L’industrie automobile chinoise a réalisé une progression impressionnante, et ce succès repose sur plusieurs facteurs. Tout d’abord, il y a la taille du marché chinois, qui est tout simplement gigantesque. En 2023, le marché chinois a atteint environ 24 millions de voitures, soit presque l’équivalent des marchés européen et américain combinés. Ils ont produit 30 millions de véhicules, dont 4 millions ont été exportés. Cela leur permet d’atteindre des volumes de production qui engendrent des économies d’échelle considérables, ce qui réduit leurs coûts de fabrication de manière drastique. Un autre facteur clé de leur succès est la planification étatique. La Chine a mis en place un plan ambitieux appelé « Made in China 2025 », qui vise à faire du pays un leader dans les nouvelles énergies et les technologies. Cela inclut des objectifs très précis dans le domaine de l’automobile, comme celui de répondre à 80 % de la demande nationale en véhicules à nouvelle énergie en 2025. Avec cette politique rigoureuse, les constructeurs chinois sont aujourd’hui capables de produire à grande échelle des voitures électriques, avec une compétitivité redoutable.

Comment cette domination chinoise affecte-t-elle les autres grands marchés automobiles, en particulier en Europe et aux États-Unis ?

La montée en puissance de la Chine pose de sérieux défis à l’industrie automobile européenne et américaine. Aux États-Unis, par exemple, on a assisté à la mise en place de politiques protectionnistes, avec des droits de douane allant jusqu’à 100 % sur les véhicules chinois. L’objectif est de protéger l’industrie locale et de ralentir l’invasion des véhicules chinois sur leur marché. L’Europe, quant à elle, essaie d’adopter une approche plus équilibrée. Des enquêtes sont menées pour déterminer si les constructeurs chinois reçoivent des subventions de la part de leur gouvernement, et en fonction des résultats, des droits de douane ajustés sont appliqués pour rétablir une certaine concurrence équitable. Mais malgré ces mesures, il est indéniable que la Chine a pris une avance significative, notamment dans le domaine des véhicules électriques. Ils ont su tirer parti de leur taille et de leurs capacités de production pour offrir des voitures à des prix compétitifs. En Europe, cela met les constructeurs sous pression pour innover et se démarquer. Toutefois, les constructeurs européens ne sont pas en reste et continuent à développer des technologies de pointe.
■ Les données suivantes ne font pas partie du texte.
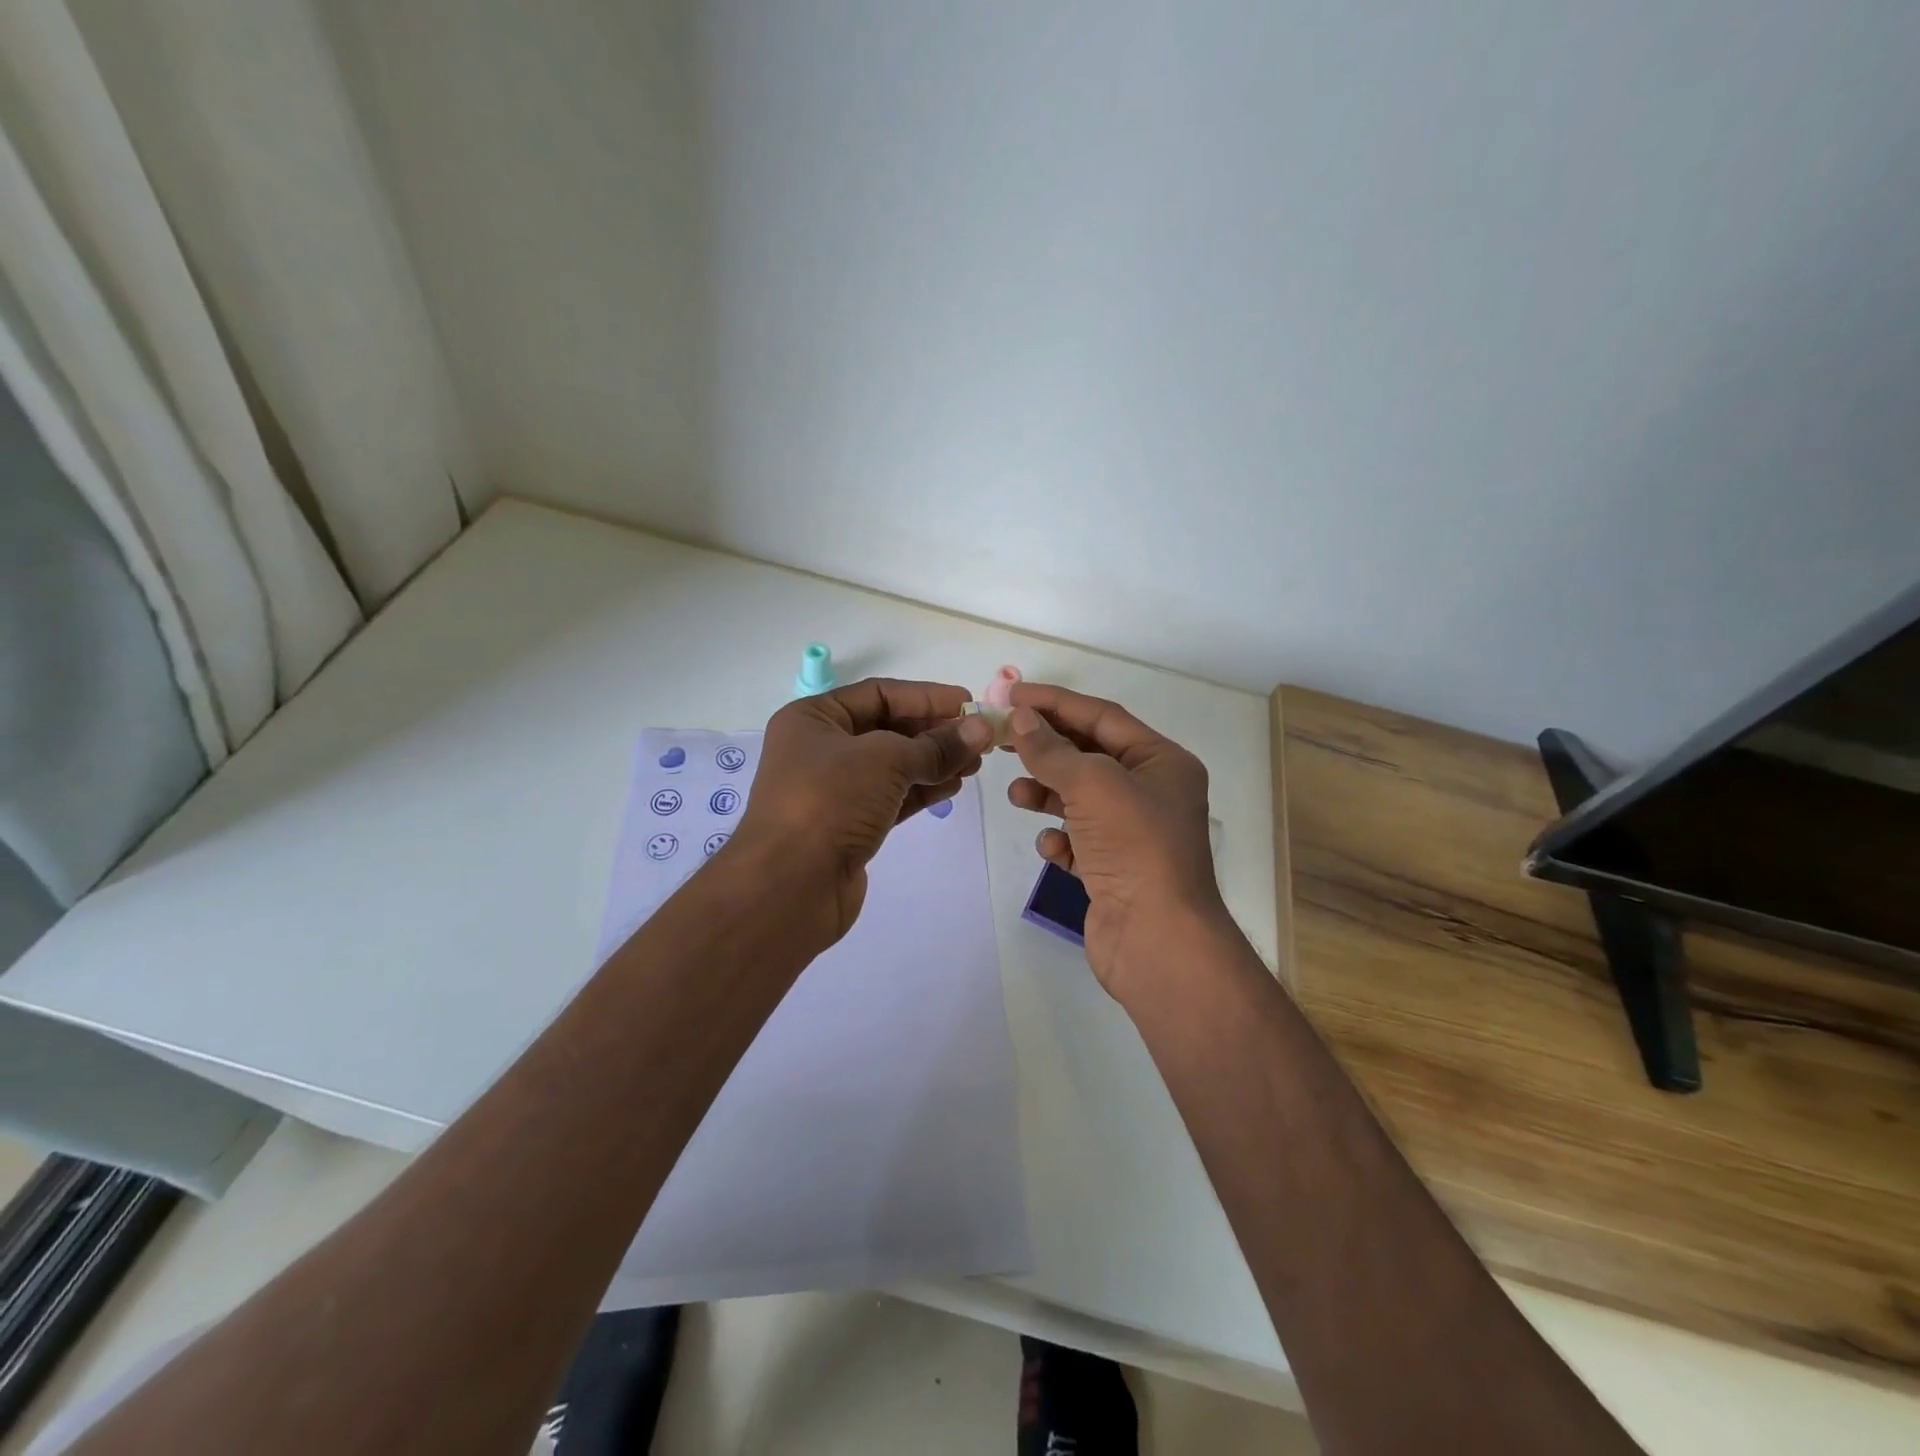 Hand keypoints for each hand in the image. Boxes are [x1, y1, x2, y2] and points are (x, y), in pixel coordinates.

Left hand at [732, 678, 994, 941]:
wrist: (789, 886)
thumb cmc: (830, 801)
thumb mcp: (887, 760)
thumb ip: (937, 745)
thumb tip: (982, 728)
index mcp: (813, 719)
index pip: (878, 694)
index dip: (925, 696)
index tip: (968, 703)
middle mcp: (819, 749)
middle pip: (887, 729)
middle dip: (934, 731)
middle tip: (979, 737)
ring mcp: (833, 791)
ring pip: (892, 766)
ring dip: (934, 761)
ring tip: (975, 763)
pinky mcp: (848, 826)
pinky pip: (891, 797)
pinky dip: (921, 790)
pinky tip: (953, 786)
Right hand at [1005, 684, 1226, 1000]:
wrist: (1158, 939)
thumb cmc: (1134, 847)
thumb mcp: (1092, 784)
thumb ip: (1052, 749)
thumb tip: (1022, 718)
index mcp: (1162, 762)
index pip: (1103, 717)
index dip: (1056, 703)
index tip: (1012, 695)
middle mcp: (1152, 793)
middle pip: (1089, 756)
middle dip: (1047, 748)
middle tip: (1002, 739)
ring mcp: (1133, 834)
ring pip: (1080, 799)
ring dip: (1046, 793)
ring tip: (1017, 794)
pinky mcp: (1114, 870)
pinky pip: (1079, 840)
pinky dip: (1061, 838)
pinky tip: (1052, 847)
Mais la concurrence chinoise, surtout sur le segment des véhicules électriques, est aujourd’hui très difficile à ignorer.

L’industrie automobile française est-elle capable de faire face à cette concurrence mondiale, notamment avec la transition vers les véhicules électriques ?

L’industrie automobile française a toujours été particulièrement performante dans les segments des petites voitures et des voitures familiales. Des modèles comme la Renault Clio ou la Peugeot 208 ont connu un succès énorme. Avec l’émergence des véhicules électriques, la France voit une opportunité de relocaliser certaines productions. En effet, les voitures électriques nécessitent moins de main-d’œuvre à assembler que les véhicules thermiques, ce qui pourrait rendre la production locale plus viable. Cela dit, il ne faut pas sous-estimer la concurrence des batteries produites en Chine, qui sont souvent moins chères. Renault, par exemple, prévoit de commercialiser une version électrique de la Renault 5 avec une batterie plus abordable d’ici 2026. Mais l’un des défis majeurs pour les constructeurs français reste de garder des prix compétitifs tout en répondant aux attentes des consommateurs. En Chine, les voitures électriques sont déjà moins chères que les voitures thermiques, ce qui constitue une vraie menace pour les constructeurs français, qui doivent également investir massivement dans les infrastructures et l’innovation pour rester dans la course.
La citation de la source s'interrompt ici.